Saved entries
= Beginning of Section =

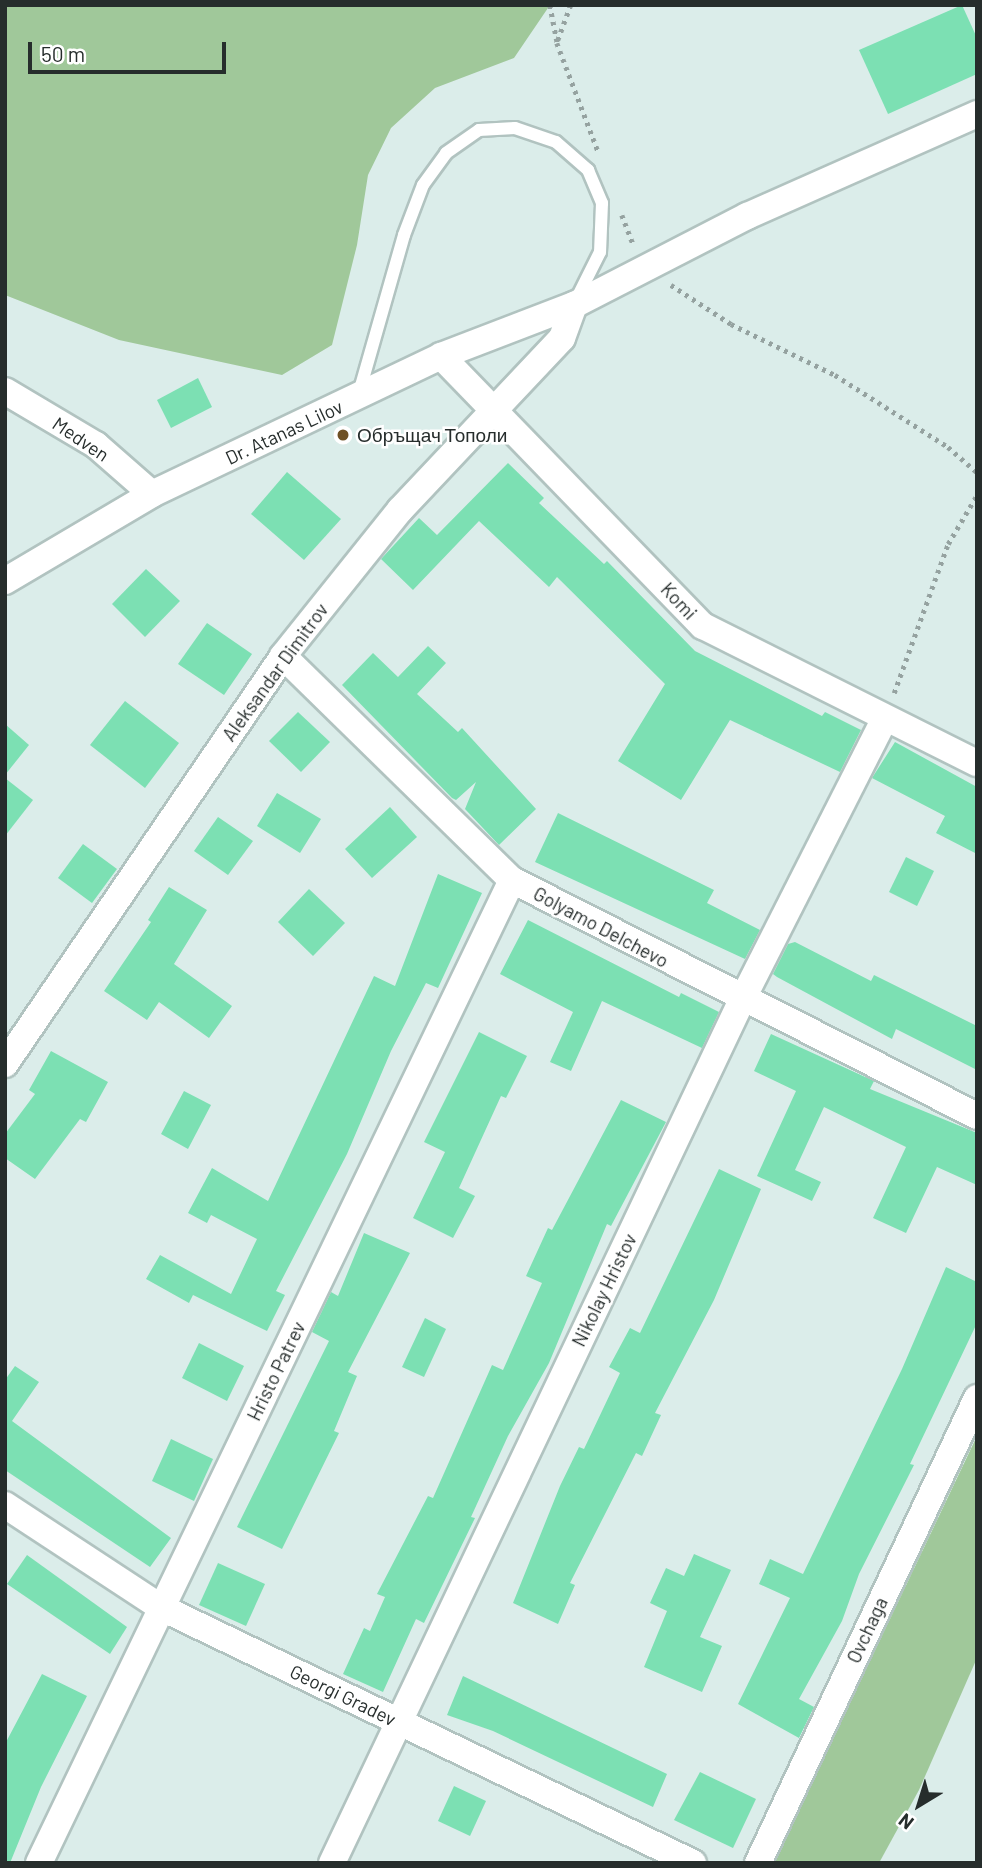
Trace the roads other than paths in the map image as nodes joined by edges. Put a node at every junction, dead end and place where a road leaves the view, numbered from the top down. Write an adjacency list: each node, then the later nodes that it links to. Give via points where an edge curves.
1 (977, 114): 2 (street, Dr. Atanas Lilov, via 747,216)
2 (574, 305): 3 (street, Dr. Atanas Lilov); 5 (lane, via 600,252 602,203 588,170 556,142 514,128 479,130 446,153 423,185 404,235); 6 (street, Aleksandar Dimitrov, via 562,338)
3 (441, 356): 5 (street, Dr. Atanas Lilov); 6 (street, Komi)
4 (5, 391): 7 (street, Medven, via 96,445)
5 (358, 398): 7 (street, Dr. Atanas Lilov)
6 (495, 407): 9 (street, Aleksandar Dimitrov, via 349,569); 10 (street, Komi, via 703,626)
7 (152, 494): 8 (street, Dr. Atanas Lilov)
8 (5, 581)
9 (282, 656): 12 (street, Golyamo Delchevo); 14 (street, Aleksandar Dimitrov)
10 (884, 720): 11 (street, Komi); 13 (street, Nikolay Hristov)
11 (977, 763)
12 (512, 880): 13 (street, Golyamo Delchevo); 18 (street, Hristo Patrev)
13 (742, 1000): 15 (street, Golyamo Delchevo); 19 (street, Nikolay Hristov)
14 (6, 1061)
15 (977, 1116)
16 (977, 1398): 23 (street, Ovchaga)
17 (5, 1505): 18 (street, Georgi Gradev)
18 (162, 1608): 19 (street, Georgi Gradev); 20 (street, Hristo Patrev)
19 (398, 1722): 21 (street, Nikolay Hristov); 22 (street, Georgi Gradev)
20 (39, 1863)
21 (332, 1863)
22 (693, 1863)
23 (758, 1863)

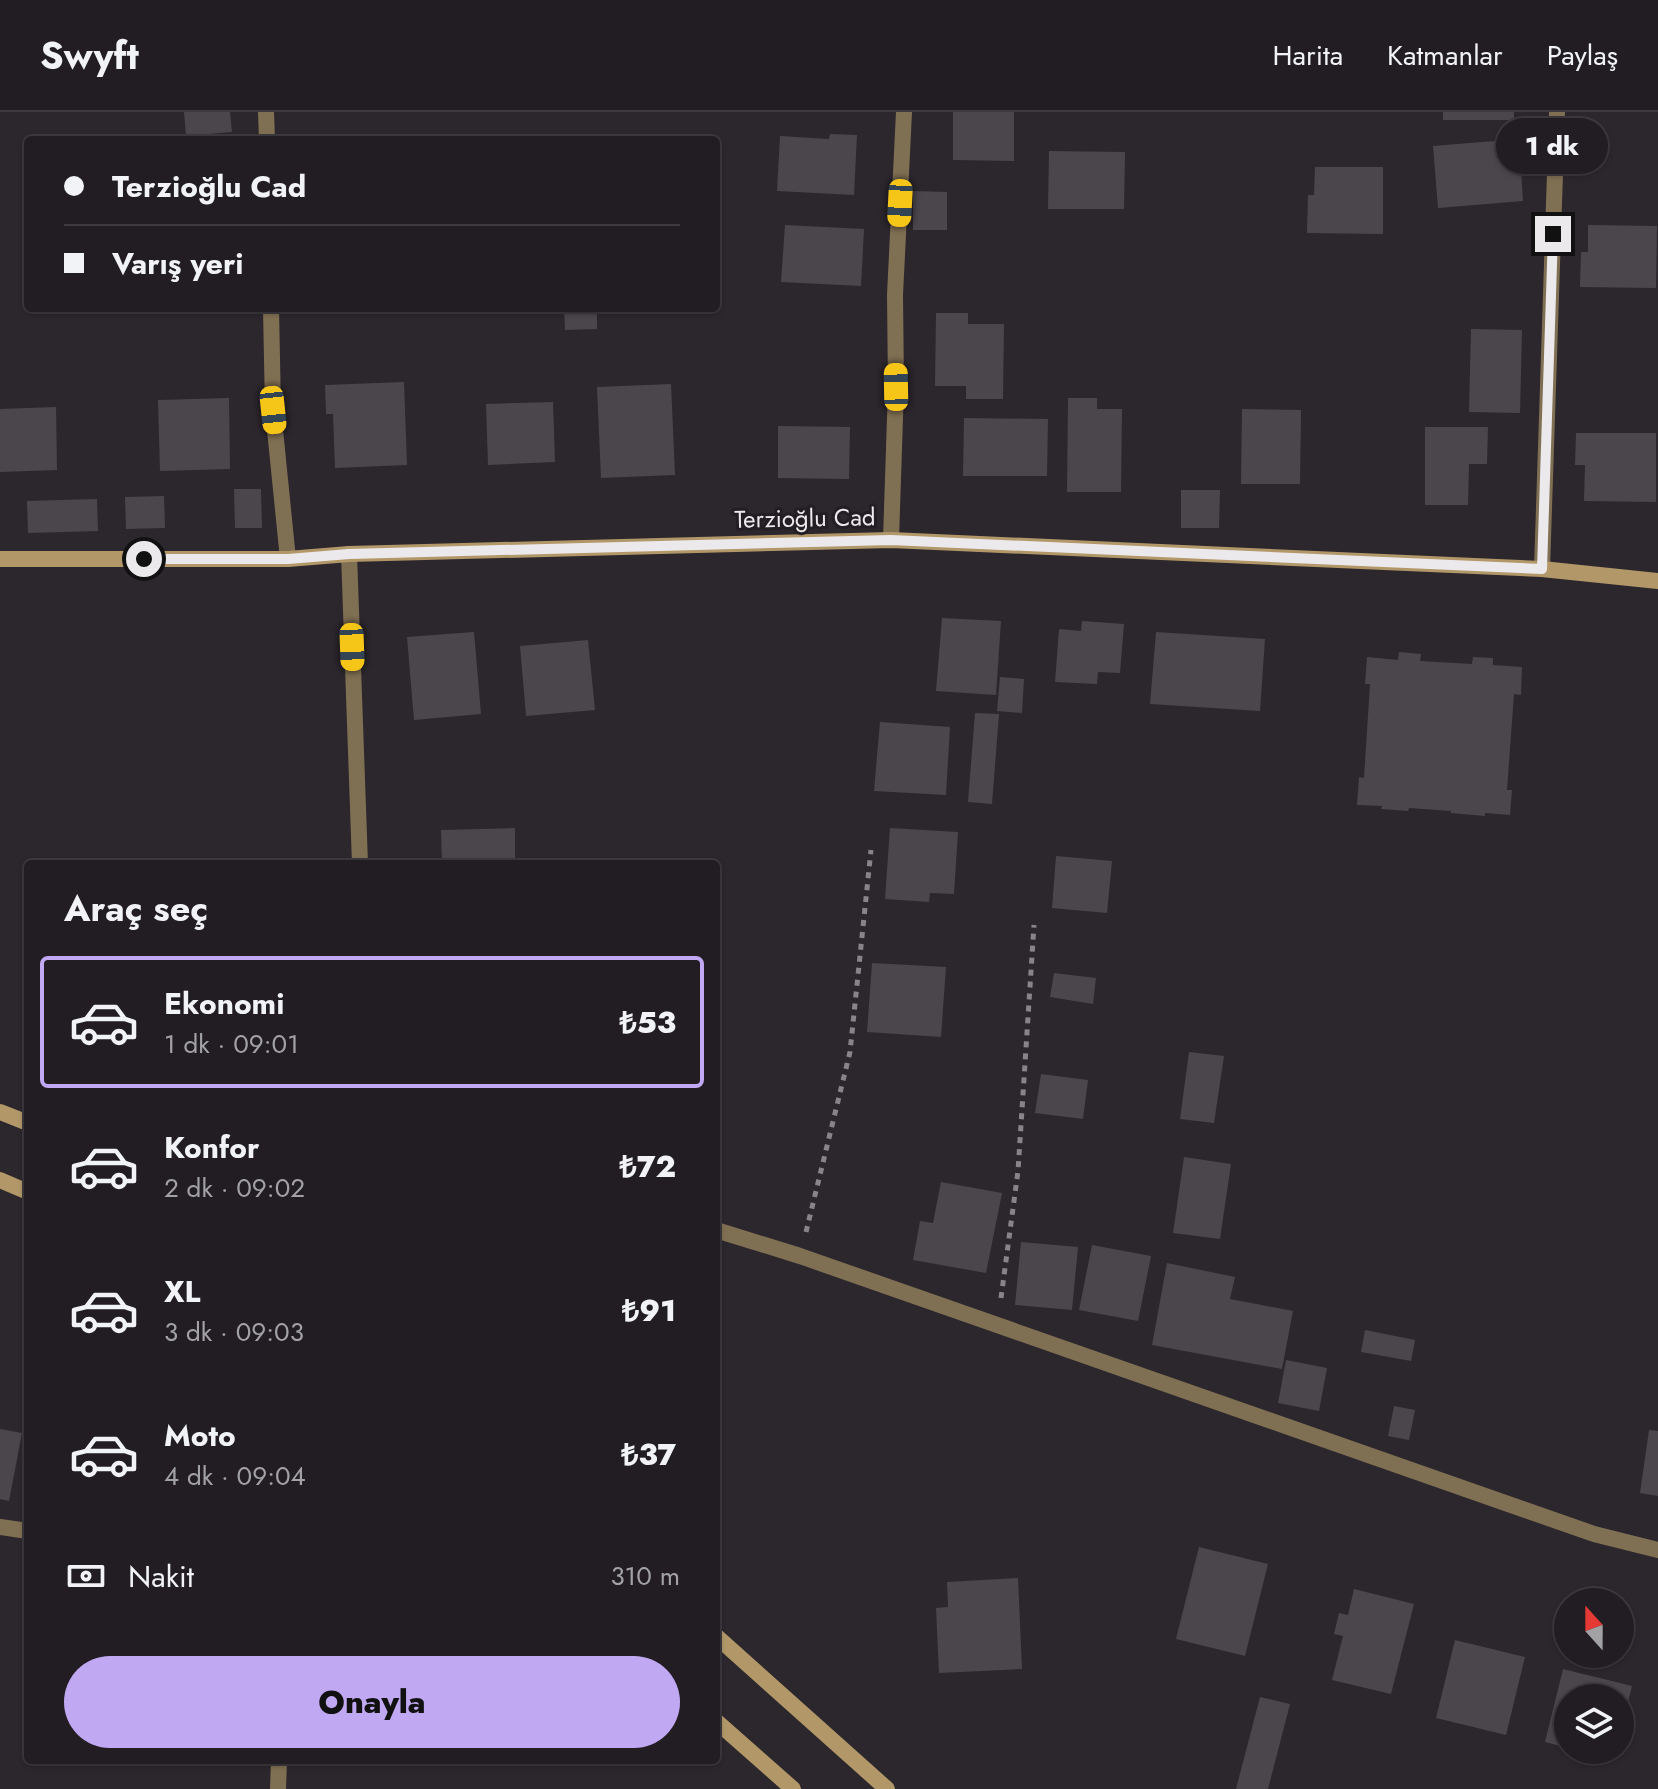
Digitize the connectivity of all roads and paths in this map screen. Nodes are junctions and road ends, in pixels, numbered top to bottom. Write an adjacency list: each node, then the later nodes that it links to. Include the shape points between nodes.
1 (266, 112): 4 (street)
2 (904, 112): 6 (street)
3 (1557, 112): 10 (street)
4 (267, 136)
5 (271, 312): 9 (street, via 273,410)
6 (891, 540): 7 (street, Terzioğlu Cad); 10 (street, Terzioğlu Cad)
7 (349, 554): 9 (street, Terzioğlu Cad); 13 (street)
8 (0, 559): 9 (street, Terzioğlu Cad)
9 (288, 559)
10 (1542, 569): 11 (street, Terzioğlu Cad)
11 (1658, 581)
12 (871, 850): 20 (path, via 850,1052)
13 (360, 860)
14 (1034, 925): 21 (path, via 1018,1171)
15 (0, 1112): 16 (street)
16 (24, 1121)
17 (0, 1180): 18 (street)
18 (24, 1190)
19 (720, 1231): 20 (street)
20 (800, 1256): 21 (street)
21 (998, 1327): 24 (street, via 1594,1534)
22 (0, 1527): 23 (street)
23 (24, 1530)
24 (1658, 1550)
25 (720, 1640): 30 (street)
26 (720, 1725): 29 (street)
27 (279, 1764): 28 (street)
28 (278, 1789)
29 (793, 1789)
30 (887, 1789)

= End of Section =

» **Exercise details**
Reproduce the records verbatim, omitting all images they contain.

» **Solved exercise**
Trace the roads other than paths in the map image as nodes joined by edges. Put a node at every junction, dead end and place where a road leaves the view, numbered from the top down. Write an adjacency list: each node, then the later nodes that it links to. Give via points where an edge curves.
1 (977, 114): 2 (street, Dr. Atanas Lilov, via 747,216)
2 (574, 305): 3 (street, Dr. Atanas Lilov); 5 (lane, via 600,252 602,203 588,170 556,142 514,128 479,130 446,153 423,185 404,235); 6 (street, Aleksandar Dimitrov, via 562,338)
3 (441, 356): 5 (street, Dr. Atanas Lilov); 6 (street, Komi)
4 (5, 391): 7 (street, Medven, via 96,445)
5 (358, 398): 7 (street, Dr. Atanas Lilov)
6 (495, 407): 9 (street, Aleksandar Dimitrov, via 349,569); 10 (street, Komi, via 703,626)
7 (152, 494): 8 (street, Dr. Atanas Lilov)
8 (5, 581)
9 (282, 656): 12 (street, Golyamo Delchevo); 14 (street, Aleksandar Dimitrov)
10 (884, 720): 11 (street, Komi); 13 (street, Nikolay Hristov)
11 (977, 763)
12 (512, 880): 13 (street, Golyamo Delchevo); 18 (street, Hristo Patrev)
13 (742, 1000): 15 (street, Golyamo Delchevo); 19 (street, Nikolay Hristov)
14 (6, 1061)
15 (977, 1116)
16 (977, 1398): 23 (street, Ovchaga)
17 (5, 1505): 18 (street, Georgi Gradev)
18 (162, 1608): 19 (street, Georgi Gradev); 20 (street, Hristo Patrev)
19 (398, 1722): 21 (street, Nikolay Hristov); 22 (street, Georgi Gradev)
20 (39, 1863)
21 (332, 1863)
22 (693, 1863)
23 (758, 1863)

Digitize the connectivity of all roads and paths in this map screen. Nodes are junctions and road ends, in pixels, numbered top to bottom. Write an adjacency list: each node, then the later nodes that it links to. Include the shape points between nodes.
1 (266, 112): 4 (street)
2 (904, 112): 6 (street)
3 (1557, 112): 10 (street)
4 (267, 136)
5 (271, 312): 9 (street, via 273,410)
6 (891, 540): 7 (street, Terzioğlu Cad); 10 (street, Terzioğlu Cad)
7 (349, 554): 9 (street, Terzioğlu Cad); 13 (street)
8 (0, 559): 9 (street, Terzioğlu Cad)
9 (288, 559)
10 (1542, 569): 11 (street, Terzioğlu Cad)
11 (1658, 581)
12 (871, 850): 20 (path, via 850,1052)
13 (360, 860)
14 (1034, 925): 21 (path, via 1018,1171)
15 (0, 1112): 16 (street)
16 (24, 1121)
17 (0, 1180): 18 (street)
18 (24, 1190)
19 (720, 1231): 20 (street)
20 (800, 1256): 21 (street)
21 (998, 1327): 24 (street, via 1594,1534)
22 (0, 1527): 23 (street)
23 (24, 1530)
24 (1658, 1550)
25 (720, 1640): 30 (street)
26 (720, 1725): 29 (street)
27 (279, 1764): 28 (street)
28 (278, 1789)
29 (793, 1789)
30 (887, 1789)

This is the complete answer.